The three conditions that must be met to provide a disparity in baryons/anti-baryons are
Baryon number B violation.
C-symmetry and CP-symmetry violation.
Interactions out of thermal equilibrium.

Andrei Dmitrievich Sakharov


Would not the decay route that you speak of be dependant to an earlier higher temperature hadronization of QGP?

I do understand what you describe and it is very helpful.
If I have missed the mark please correct me.

One more quick question OT (in the picture at the top of the page ) is that a sword or a dagger? I’ve been curious for some time now. Cool pic!

Posted by: Sphere coupler | March 2, 2010 4:09 PM

4

I know this is a "are we there yet?" question:

Why is there a CP-violation?

Posted by: NewEnglandBob Author Profile Page | March 2, 2010 4:45 PM

5

just a simple note:

The explanation assumes that the decay rate should be higher than the annihilation rate of the matter and antimatter..the later might be related to the density of matter and antimatter.

Posted by: vaibhav | March 2, 2010 5:10 PM

6

New England Bob:

I don't understand what kind of answer you're looking for ("why" questions are always hard that way). CP is a symmetry transformation. Either nature is symmetric under this transformation or it is not, and we've seen in experiments (in the 60's for the neutral Kaons, in B mesons at BaBar and Belle more recently) that it is not.

Posted by: Brian H | March 2, 2010 5:54 PM

7

For people asking about CP violation: As Brian H says, CP is a symmetry which could be a feature of nature but is not formally required and is in fact found to be violated. (Although the symmetry CPT, where T is time reversal, is required for a Lorenz invariant field theory.)

However, CP itself does have some constraints. For instance CP violation in the quark sector can only occur if there are more than two families of quarks. Hence its detection in decays allowed the prediction of a third quark family (bottoms and tops) before there was much independent evidence. Moreover, CP violation could be spontaneous, i.e. CP symmetry could be valid at high energies and hidden at observable scales. This is relevant since certain GUT theories, notably SO(10) necessarily have no CP violation, but it can come in at lower energy scales when SO(10) is spontaneously broken to the Standard Model symmetries than define the known quantum forces.

Also n.b., the equal number of baryons and leptons that Ethan mentions is linked to B-L symmetry. Unless I'm mistaken this is also not in general a logically required symmetry and in fact is probably broken at everyday scales, but it may be restored at GUT scales.(And is also a part of SO(10)).

Posted by: josh | March 2, 2010 7:21 PM

8

Could you also provide a little background on how we know all this? For instance, how do we know how many particles and anti-particles there were at the big bang, considering that most of them have apparently disappeared?

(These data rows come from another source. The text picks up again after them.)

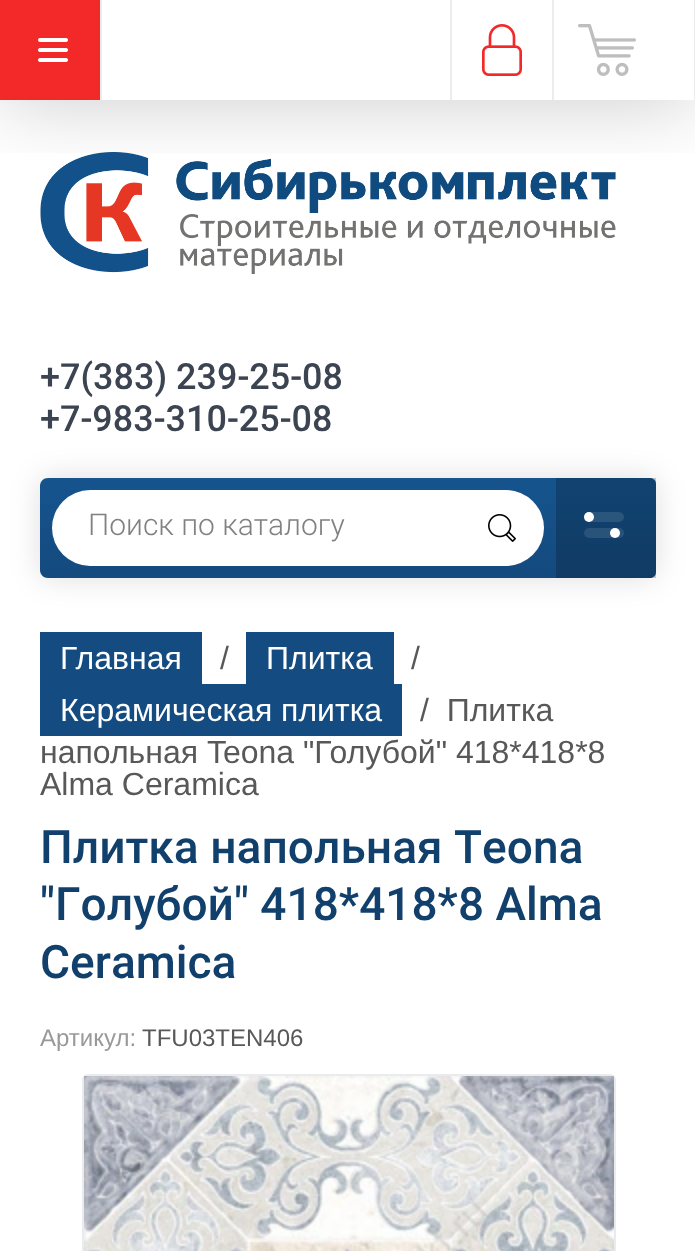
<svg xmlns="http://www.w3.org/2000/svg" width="695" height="1251">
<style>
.a{font:500 36px Roboto;fill:#3c4452}
.b{font:300 30px Roboto;fill:#818181}
.c{font:32px Liberation Sans;fill:#fff}
.d{font:32px Liberation Sans;fill:#585858}
.e{font:500 46px Roboto;fill:#11406c}
.f{font:24px Liberation Sans;fill:#999}
.g{font:24px Liberation Sans;fill:#585858}
</style>
<defs>
<clipPath id="clip1"><path d="M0 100h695v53H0z"/></clipPath>
<linearGradient id="g1" gradientUnits="userSpaceOnUse" x1="348" y1="578" x2="348" y2="478"><stop offset="0" stop-color="#144a7e"/><stop offset="1" stop-color="#16548e"/></linearGradient>
</defs>
<rect width="100%" height="100%" fill="#fff"/>
<image href="4.png" x="40" y="152" width="576" height="122"/>
<g clip-path="url(#clip1)">
<path fill="#00000033" filter="blur(40px)" d="M0 2h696v100H0z"/>
</g>
<path fill="#f32929" d="M0 0h100v100H0z"/>
<image href="1.png" x="38" y="38" width="30" height="24"/>
<path fill="#ececec" d="M100 0h2v100H100z"/>
<path fill="#ececec" d="M450 0h2v100H450z"/>
<path fill="#ececec" d="M552 0h2v100H552z"/>
<image href="2.png" x="482" y="24" width="40" height="52"/>
<path fill="#ececec" d="M694 0h1v100H694z"/>
<image href="3.png" x="578" y="24" width="58" height="52"/>
<rect fill="#00000021" filter="blur(15px)" x="40" y="478" width="616" height="100" rx="8"/>
<path fill="url(#g1)" d="M48 478h602c3.5 0 6 2.5 6 6v88c0 3.5-2.5 6-6 6h-602c-4.5 0-8-3.5-8-8v-84c0-4.5 3.5-8 8-8z"/>
<rect fill="#fff" x="52" y="490" width="492" height="76" rx="38"/>
<image href="5.png" x="488" y="514" width="28" height="28"/>
<path fill="#00000033" d="M556 478h100v100H556z"/>
<rect fill="#2a557c" x="584" y="512" width="40" height="10" rx="5"/>
<circle fill="#fff" cx="589" cy="517" r="5"/>
<rect fill="#2a537a" x="584" y="528" width="40" height="10" rx="5"/>
<circle fill="#fff" cx="615" cy="533" r="5"/>
<path fill="#144c82" d="M40 632h162v52H40z"/>
<path fill="#144c82" d="M246 632h148v52H246z"/>
<path fill="#144c82" d="M40 684h362v52H40z"/>
<rect fill="none" stroke="#e9ebee" stroke-width="2" x="83" y="1075" width="532" height="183" rx="5"/>
<image href="6.png" x="84" y="1076" width="530" height="175"/>
<text class="a" x="40" y="389">+7(383) 239-25-08</text>
<text class="a" x="40" y="431">+7-983-310-25-08</text>
<text class="b" x="88" y="535">Поиск по каталогу</text>
<text class="c" x="60" y="669">Главная</text>
<text class="d" x="220" y="669">/</text>
<text class="c" x="266" y="669">Плитка</text>
<text class="d" x="411" y="669">/</text>
<text class="c" x="60" y="721">Керамическая плитка</text>
<text class="d" xml:space="preserve" x="420" y="721">/  Плитка</text>
<text class="d" x="40" y="763">напольная Teona "Голубой" 418*418*8</text>
<text class="d" x="40" y="795">Alma Ceramica</text>
<text class="e" x="40" y="863">Плитка напольная Teona</text>
<text class="e" x="40" y="920">"Голубой" 418*418*8 Alma</text>
<text class="e" x="40" y="978">Ceramica</text>
<text class="f" x="40" y="1046">Артикул:</text>
<text class="g" x="142" y="1046">TFU03TEN406</text>
</svg>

Also, did we figure out that CP violation caused the imbalance because it fits the number of left-over particles? Or do we know how many particles were left over because it was CP violation causing the imbalance?

Mighty interesting stuff, this, thanks :)

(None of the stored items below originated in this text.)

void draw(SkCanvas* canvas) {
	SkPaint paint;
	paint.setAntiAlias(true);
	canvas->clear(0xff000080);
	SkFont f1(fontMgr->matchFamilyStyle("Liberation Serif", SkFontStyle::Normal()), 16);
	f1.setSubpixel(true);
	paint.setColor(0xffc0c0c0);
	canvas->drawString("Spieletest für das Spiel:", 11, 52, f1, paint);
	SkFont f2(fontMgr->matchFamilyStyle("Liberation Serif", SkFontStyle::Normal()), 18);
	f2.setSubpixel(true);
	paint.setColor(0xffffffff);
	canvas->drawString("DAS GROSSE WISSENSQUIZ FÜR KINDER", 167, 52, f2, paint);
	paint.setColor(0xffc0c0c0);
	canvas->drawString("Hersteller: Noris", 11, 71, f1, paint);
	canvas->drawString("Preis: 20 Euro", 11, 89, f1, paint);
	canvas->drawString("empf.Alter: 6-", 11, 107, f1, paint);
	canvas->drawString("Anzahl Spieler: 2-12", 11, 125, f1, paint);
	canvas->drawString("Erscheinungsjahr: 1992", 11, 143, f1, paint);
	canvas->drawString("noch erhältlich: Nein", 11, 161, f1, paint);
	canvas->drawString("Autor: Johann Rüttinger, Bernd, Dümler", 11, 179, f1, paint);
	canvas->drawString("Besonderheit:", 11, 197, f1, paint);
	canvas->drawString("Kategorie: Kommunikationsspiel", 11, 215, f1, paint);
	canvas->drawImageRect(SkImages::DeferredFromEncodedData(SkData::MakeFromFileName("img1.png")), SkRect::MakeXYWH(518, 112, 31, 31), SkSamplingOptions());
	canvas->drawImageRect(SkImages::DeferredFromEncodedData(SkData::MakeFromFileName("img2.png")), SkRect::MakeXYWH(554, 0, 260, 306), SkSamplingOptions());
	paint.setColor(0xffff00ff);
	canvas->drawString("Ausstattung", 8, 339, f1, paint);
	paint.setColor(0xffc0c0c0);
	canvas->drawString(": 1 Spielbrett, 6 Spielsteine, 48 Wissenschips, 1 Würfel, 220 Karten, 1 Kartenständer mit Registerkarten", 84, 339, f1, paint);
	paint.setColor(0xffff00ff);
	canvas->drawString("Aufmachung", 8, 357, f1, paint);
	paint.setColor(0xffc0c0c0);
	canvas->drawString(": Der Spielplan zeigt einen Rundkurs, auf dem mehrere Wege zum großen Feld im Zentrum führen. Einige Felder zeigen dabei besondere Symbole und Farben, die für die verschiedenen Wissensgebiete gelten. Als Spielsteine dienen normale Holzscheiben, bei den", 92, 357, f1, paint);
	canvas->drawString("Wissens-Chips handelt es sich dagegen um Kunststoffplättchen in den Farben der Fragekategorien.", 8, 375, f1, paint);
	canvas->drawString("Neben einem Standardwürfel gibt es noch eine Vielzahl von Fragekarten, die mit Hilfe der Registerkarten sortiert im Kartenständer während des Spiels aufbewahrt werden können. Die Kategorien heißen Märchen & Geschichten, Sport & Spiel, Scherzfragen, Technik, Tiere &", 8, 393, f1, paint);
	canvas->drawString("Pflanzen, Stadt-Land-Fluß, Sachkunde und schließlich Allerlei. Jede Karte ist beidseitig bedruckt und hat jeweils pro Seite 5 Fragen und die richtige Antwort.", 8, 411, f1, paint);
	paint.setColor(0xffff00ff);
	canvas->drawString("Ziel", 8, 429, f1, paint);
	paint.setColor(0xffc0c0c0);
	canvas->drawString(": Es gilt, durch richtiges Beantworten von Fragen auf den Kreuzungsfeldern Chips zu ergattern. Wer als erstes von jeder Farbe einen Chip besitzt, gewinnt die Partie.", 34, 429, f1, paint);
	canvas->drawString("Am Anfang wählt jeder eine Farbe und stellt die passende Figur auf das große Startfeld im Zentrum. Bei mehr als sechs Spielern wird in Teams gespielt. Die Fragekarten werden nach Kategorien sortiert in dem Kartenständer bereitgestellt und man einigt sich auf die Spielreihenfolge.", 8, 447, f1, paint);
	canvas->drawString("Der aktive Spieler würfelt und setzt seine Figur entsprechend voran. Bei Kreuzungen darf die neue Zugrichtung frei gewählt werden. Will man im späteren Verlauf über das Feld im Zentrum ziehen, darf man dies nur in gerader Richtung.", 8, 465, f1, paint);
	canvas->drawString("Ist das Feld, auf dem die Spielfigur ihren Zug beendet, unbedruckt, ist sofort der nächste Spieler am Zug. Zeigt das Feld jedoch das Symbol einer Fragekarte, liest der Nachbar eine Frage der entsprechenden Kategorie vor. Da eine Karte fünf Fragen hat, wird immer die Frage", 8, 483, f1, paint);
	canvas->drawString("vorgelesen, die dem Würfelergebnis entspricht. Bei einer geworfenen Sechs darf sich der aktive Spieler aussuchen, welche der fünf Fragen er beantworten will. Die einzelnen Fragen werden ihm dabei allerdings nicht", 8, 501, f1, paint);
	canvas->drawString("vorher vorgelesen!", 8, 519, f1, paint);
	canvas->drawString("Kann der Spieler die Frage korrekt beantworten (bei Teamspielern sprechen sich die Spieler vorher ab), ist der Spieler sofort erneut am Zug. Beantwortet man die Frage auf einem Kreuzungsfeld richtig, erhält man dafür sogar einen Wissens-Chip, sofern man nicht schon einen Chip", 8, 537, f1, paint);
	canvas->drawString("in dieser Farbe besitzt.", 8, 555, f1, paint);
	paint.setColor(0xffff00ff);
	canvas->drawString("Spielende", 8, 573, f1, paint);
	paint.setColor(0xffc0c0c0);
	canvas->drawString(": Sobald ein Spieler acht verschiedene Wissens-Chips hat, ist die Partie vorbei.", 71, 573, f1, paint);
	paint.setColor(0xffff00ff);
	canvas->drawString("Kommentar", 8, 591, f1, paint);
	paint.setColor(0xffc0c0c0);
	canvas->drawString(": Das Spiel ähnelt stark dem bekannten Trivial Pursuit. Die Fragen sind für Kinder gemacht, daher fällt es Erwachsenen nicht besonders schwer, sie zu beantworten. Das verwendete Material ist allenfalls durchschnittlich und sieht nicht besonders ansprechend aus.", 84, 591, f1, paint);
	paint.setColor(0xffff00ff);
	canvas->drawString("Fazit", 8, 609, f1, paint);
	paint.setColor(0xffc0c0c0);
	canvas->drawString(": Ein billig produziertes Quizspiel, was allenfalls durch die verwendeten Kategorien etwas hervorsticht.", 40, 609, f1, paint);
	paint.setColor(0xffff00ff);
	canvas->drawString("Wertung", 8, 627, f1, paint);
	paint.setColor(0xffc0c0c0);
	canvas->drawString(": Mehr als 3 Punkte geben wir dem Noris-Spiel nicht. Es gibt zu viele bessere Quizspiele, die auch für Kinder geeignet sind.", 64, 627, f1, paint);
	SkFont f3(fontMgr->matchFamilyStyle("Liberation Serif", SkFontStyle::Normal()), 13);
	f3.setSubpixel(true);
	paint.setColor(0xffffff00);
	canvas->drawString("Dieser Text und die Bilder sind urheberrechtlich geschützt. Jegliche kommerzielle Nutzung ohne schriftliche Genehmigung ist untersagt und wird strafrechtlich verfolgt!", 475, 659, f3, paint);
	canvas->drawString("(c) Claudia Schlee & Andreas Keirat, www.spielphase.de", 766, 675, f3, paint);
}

Posted by: Deen | March 2, 2010 8:33 PM

9

Philosophical point: if things had gone the other way and left more antimatter than matter, we'd still call the more common form 'matter'.

Posted by: djlactin | March 3, 2010 5:26 AM

10

Matter and anti-matter represent the right-hand and the left-hand universe's annihilation into a state of pure energy creating a "space" as we perceive it. In the "Big-boom" theory, right-hand matter may have started slightly before left-hand matter in the imploding collapse, creating a "residue" of right-hand matter which rules. It's hard to think of matter as residue but can explain why there is proportionally so little of it compared to "dark matter" (unseen gravity force) and anti-gravity or "dark energy" which perpetually creates "space" through its dominance.